Input for this task:
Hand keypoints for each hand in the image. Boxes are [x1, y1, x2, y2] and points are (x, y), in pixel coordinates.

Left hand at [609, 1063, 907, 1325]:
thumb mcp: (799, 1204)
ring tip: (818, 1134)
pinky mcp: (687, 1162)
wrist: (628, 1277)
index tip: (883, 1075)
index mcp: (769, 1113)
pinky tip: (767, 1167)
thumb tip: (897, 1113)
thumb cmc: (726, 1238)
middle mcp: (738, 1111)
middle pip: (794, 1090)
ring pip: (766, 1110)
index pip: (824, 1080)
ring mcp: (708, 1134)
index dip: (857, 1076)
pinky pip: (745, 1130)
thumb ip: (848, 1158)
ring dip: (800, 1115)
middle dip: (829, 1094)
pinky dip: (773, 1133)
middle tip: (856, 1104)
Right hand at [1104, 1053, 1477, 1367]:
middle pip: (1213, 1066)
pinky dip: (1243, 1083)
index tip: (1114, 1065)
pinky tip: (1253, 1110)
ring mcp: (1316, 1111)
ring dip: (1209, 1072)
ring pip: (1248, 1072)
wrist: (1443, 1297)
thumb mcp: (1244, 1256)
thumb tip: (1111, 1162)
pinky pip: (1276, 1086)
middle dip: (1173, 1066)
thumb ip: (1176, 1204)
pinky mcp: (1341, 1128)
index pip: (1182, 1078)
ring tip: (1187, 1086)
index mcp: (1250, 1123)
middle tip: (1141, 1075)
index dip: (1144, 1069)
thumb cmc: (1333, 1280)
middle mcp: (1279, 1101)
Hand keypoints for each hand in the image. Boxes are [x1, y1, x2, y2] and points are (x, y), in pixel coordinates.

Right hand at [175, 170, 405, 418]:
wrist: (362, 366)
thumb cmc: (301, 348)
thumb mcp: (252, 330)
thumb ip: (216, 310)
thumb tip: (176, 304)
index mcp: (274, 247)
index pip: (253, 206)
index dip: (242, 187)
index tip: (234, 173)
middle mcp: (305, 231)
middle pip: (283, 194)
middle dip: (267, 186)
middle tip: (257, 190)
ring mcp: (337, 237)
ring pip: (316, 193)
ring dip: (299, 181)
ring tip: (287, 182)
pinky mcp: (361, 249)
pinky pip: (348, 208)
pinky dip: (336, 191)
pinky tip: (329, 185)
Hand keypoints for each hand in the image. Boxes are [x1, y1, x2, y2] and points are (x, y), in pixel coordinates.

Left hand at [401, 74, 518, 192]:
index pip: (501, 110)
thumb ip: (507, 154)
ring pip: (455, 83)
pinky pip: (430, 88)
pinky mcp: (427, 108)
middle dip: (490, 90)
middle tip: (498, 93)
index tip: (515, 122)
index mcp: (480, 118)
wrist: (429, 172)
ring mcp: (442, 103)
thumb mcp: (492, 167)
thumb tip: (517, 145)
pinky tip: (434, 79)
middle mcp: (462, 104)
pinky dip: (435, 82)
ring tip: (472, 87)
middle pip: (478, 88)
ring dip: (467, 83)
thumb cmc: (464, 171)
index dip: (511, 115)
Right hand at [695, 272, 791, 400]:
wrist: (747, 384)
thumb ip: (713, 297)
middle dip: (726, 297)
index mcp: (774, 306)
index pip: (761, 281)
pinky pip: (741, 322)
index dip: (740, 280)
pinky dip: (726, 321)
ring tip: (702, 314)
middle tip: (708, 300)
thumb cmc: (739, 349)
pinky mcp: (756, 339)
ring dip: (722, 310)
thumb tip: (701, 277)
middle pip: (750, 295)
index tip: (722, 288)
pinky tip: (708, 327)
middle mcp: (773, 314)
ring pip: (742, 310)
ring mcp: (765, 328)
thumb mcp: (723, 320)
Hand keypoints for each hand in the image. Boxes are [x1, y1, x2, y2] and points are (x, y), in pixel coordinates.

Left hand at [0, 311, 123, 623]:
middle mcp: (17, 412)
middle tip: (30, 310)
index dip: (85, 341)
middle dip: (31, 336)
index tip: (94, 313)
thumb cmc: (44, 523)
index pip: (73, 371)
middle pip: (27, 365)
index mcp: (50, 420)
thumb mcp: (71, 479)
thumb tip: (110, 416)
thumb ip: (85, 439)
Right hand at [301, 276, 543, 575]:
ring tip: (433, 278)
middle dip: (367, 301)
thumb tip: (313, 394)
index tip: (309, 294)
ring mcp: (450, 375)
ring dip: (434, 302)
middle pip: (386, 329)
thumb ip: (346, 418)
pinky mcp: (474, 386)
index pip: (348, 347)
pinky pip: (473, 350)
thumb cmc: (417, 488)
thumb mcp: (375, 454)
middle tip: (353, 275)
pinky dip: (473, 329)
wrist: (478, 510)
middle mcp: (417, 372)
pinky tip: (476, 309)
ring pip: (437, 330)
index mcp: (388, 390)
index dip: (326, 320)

The task: An exact transcription of every record above is required.

Result of this task:
Hand keypoints for each hand in the image. Boxes are [x1, y1, x2, y2] and points are (x, y), in pixel coordinates.

Left hand at [609, 1063, 907, 1325]:
thumb mcp: (799, 1204)
ring tip: (818, 1134)
pinky mcp: (687, 1162)
wrist: (628, 1277)
index tip: (883, 1075)
index mcp: (769, 1113)
pinky tip: (767, 1167)
thumb tip: (897, 1113)
thumb cmc: (726, 1238)
middle mcp: (738, 1111)
middle pip: (794, 1090)
ring pip: (766, 1110)
index pip: (824, 1080)
ring mcp: (708, 1134)
index dip: (857, 1076)
pinky pip: (745, 1130)
thumb ip: (848, 1158)
ring dip: (800, 1115)
middle dip: (829, 1094)
pinky dip: (773, 1133)
middle tip: (856, 1104)
Right hand at [1104, 1053, 1477, 1367]:
middle pip: (1213, 1066)
pinky dip: (1243, 1083)
index tip: (1114, 1065)
pinky tip: (1253, 1110)
ring mcp: (1316, 1111)
ring dip: (1209, 1072)
ring pip: (1248, 1072)
wrist: (1443, 1297)
thumb mcp: (1244, 1256)
thumb tip: (1111, 1162)
pinky pip: (1276, 1086)
middle dip: (1173, 1066)
thumb ip: (1176, 1204)
pinky mcp: (1341, 1128)
index pip: (1182, 1078)
ring tip: (1187, 1086)
index mcp: (1250, 1123)
middle tip: (1141, 1075)
index dip: (1144, 1069)
thumb cmc: (1333, 1280)
middle mcp: (1279, 1101)
Hand keypoints for each hand in the image. Boxes are [x1, y1, x2, y2] and points are (x, y), in pixel coordinates.

Right hand at [175, 170, 405, 418]:
wrist: (362, 366)
thumb cmc: (301, 348)
thumb mcp: (252, 330)
thumb ip: (216, 310)
thumb tip: (176, 304)
index mcp: (274, 247)
index pip: (253, 206)
index dip: (242, 187)
index tip: (234, 173)
middle mcp: (305, 231)
middle pip: (283, 194)
middle dip: (267, 186)
middle tip: (257, 190)
ring mcp: (337, 237)
ring pip: (316, 193)
ring dip: (299, 181)
ring tip: (287, 182)
pinky mcp: (361, 249)
pinky pip: (348, 208)
pinky dip: (336, 191)
pinky tip: (329, 185)
Hand keypoints for each hand in the image. Boxes are [x1, y1, x2, y2] and points are (x, y), in pixel coordinates.

Left hand at [401, 74, 518, 192]:
index pip: (501, 110)
thumb ip: (507, 154)
ring pip: (455, 83)
pinky pip: (430, 88)
pinky mcp: (427, 108)
middle dip: (490, 90)
middle tip: (498, 93)
index tip: (515, 122)
index mcp: (480, 118)
wrist: (429, 172)
ring mcp: (442, 103)
thumb mcp: (492, 167)
thumb tip: (517, 145)
pinky tip: (434, 79)
middle mcp: (462, 104)
pinky dip: (435, 82)
ring tip: (472, 87)
middle pip: (478, 88)
ring dip: (467, 83)
thumb cmc: (464, 171)
index dip: (511, 115)
Right hand at [695, 272, 791, 400]:
wrist: (747, 384)
thumb ip: (713, 297)
middle dip: (726, 297)
index mcp: (774, 306)
index pip: (761, 281)
pinky pip: (741, 322)
index dip: (740, 280)
pinky dip: (726, 321)
ring tip: (702, 314)
middle tip: (708, 300)
thumb cmc: (739, 349)
pinky mcp: (756, 339)
ring dip: (722, 310)
thumb tip: (701, 277)
middle pip: (750, 295)
index tip: (722, 288)
pinky tip: (708, 327)
middle mcp: (773, 314)
ring pip: (742, 310)
ring mcp: (765, 328)
thumb mcp: (723, 320)
Hand keypoints for each hand in the image. Boxes are [x1, y1, x2, y2] and points are (x, y), in pixel coordinates.

Left hand at [0, 311, 123, 623]:
middle mcp: (17, 412)
middle tip: (30, 310)
index dip: (85, 341)
middle dip: (31, 336)
index tip: (94, 313)
thumb cmc: (44, 523)
index pip: (73, 371)
middle pip: (27, 365)
index mcp: (50, 420)
thumb mcp: (71, 479)
thumb tip: (110, 416)
thumb ip: (85, 439)
Right hand at [301, 276, 543, 575]:
ring tip: (433, 278)
middle dip: (367, 301)
thumb tip: (313, 394)
index tip: (309, 294)
ring mcp: (450, 375)
ring dip: (434, 302)
middle pip: (386, 329)
thumb ip: (346, 418)
pinky mcp: (474, 386)
index pip: (348, 347)
pinky pip: (473, 350)
thumb cmc: (417, 488)
thumb mcp: (375, 454)
middle tip: (353, 275)
pinky dip: (473, 329)
wrist: (478, 510)
middle mcp: (417, 372)
pinky tip: (476, 309)
ring pip: (437, 330)
index mcp: (388, 390)
index dip: (326, 320)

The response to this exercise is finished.